Upcoming Release: Pain Magazine
Pain Magazine: When Post-Hardcore Meets Industrial Ghosts (and They Don’t Talk)
So, the French post-hardcore Birds in Row and the Franco-American industrial duo Maelstrom & Louisahhh, two acts who’ve spent years screaming into the void from opposite ends of the noise spectrum, finally decided to stop yelling at each other and just… start a band.

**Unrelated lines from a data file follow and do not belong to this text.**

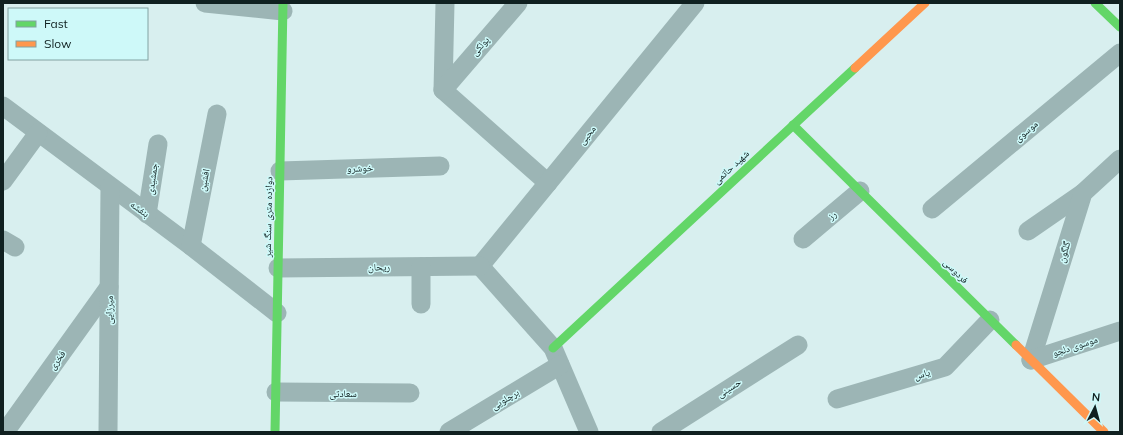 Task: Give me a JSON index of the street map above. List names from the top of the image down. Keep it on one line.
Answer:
{"streets":{"street":["پولکی","موسوی","محبی","شهید حاتمی","خوشرو","جمشیدی","افشین","بنفشه","رز","دوازده متری سنگ شیر","گلگون","ریحان","فردوسی","میرزایی","موسوی دلجو","فخری","یاس","حسینی","سعادتی","برچلویی"]},"crossings":[["محبی","ریحان"],["شهید حاتمی","فردوسی"],["خوشرو","دوازده متری سنگ شیر"],["جمشیدی","بنفشه"],["افشین","بنفشه"],["بنفشه","دوازده متری سنگ شیر"],["بنفشه","میرزایی"],["رز","فردوسی"],["دوازده متری سنگ شیر","ریحان"],["دوازده متری سنگ شیر","سعادتی"],["گلگون","فردوسی"],["گلگون","موسوی دلجو"],["فردوسی","موسوی دلجو"],["فردوسی","یاس"],["میرزایی","فخری"]],"legend":["Fast","Slow"],"north":"top"} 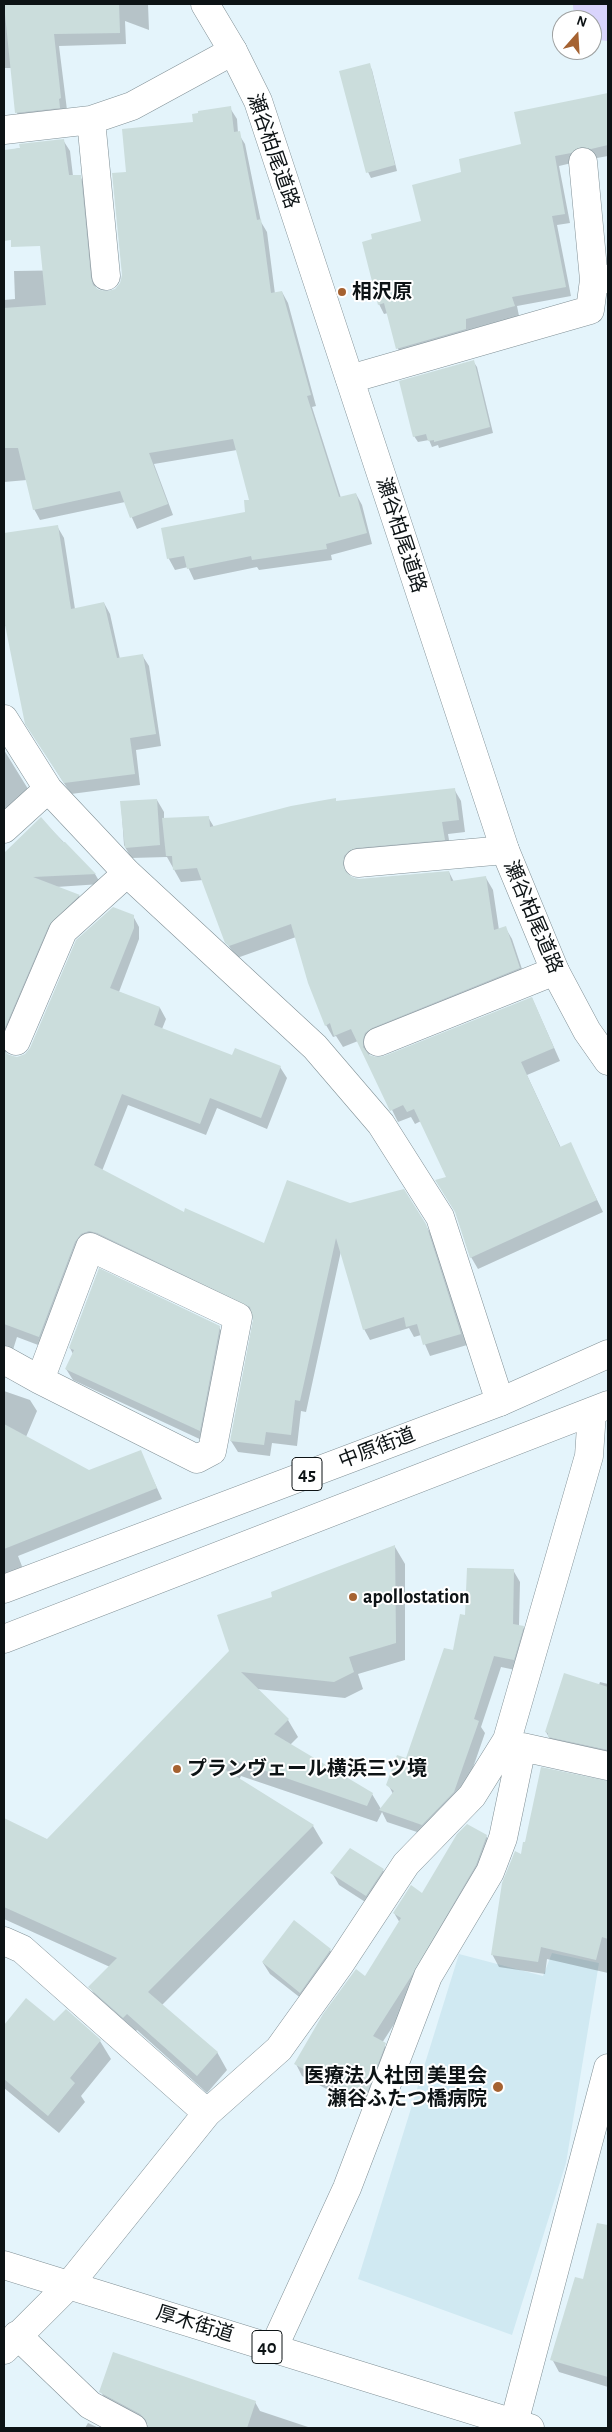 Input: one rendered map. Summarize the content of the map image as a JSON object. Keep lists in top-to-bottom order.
{
  "streets": {
    "street": [
      "瀬谷柏尾道路",
      "中原街道",
      "45",
      "厚木街道",
      "40"
    ]
  },
  "places": [
    "相沢原",
    "apollostation",
    "プランヴェール横浜三ツ境",
    "医療法人社団 美里会 瀬谷ふたつ橋病院"
  ],
  "north": "top"
}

Enter Pain Magazine, a project born not in a boardroom, but in a studio session that started with “let’s see what happens” and ended up with an album called Violent God. Out October 3rd on Humus Records, it’s less a collaboration and more a collision, like if a cathedral burned down and someone rebuilt it using broken drum machines and a single guitar riff that won’t quit.
The latest single, "Horse Song", is the quietest, strangest thing they’ve done so far. A ballad? Sure. But one that feels like it’s being whispered through a cracked pipe, half in pain, half in prayer. Quentin Sauvé’s voice, raw, trembling, never quite sure whether he’s confessing or accusing, floats over fragmented electronics and percussion that sounds like a machine having a nervous breakdown. It’s intimate without being sweet. Dark, but somehow lit from within.
And yes, there’s a lyric video. Because why not? The visuals are glitchy, surreal, like a dream you had after too much caffeine and not enough sleep.
Musically, Violent God is a beast: industrial rhythms clash with guttural screams, synth drones hum beneath fragile melodies, and every track feels like it’s holding its breath before exploding. “Dead Meat” dissects toxic relationships like a surgeon with a grudge. “Weak and Predatory” takes aim at capitalism with all the subtlety of a sledgehammer. And “Magic”? That’s the spiral of addiction, wrapped in a melody that sticks like glue.
This isn’t some genre-bending stunt. These aren’t musicians playing dress-up. Birds in Row have been brutalists since 2009, touring like ghosts on a mission. Maelstrom & Louisahhh built their world on the idea that techno can be for punks: loud, messy, political. Their meeting wasn’t accidental. It was inevitable.
The album was written in 16 days. Recorded live. Mixed by Joris Saïdani (who also plays drums, synth, and probably dreams in delay effects). Mastered by Alex DeYoung.
If you’re looking for music that doesn’t comfort you, but forces you to look, to feel the weight of your own flaws, your own rage, your own need to be forgiven, then Violent God is waiting.
Grab it. Play it loud. Then go outside and stare at the sky until something makes sense.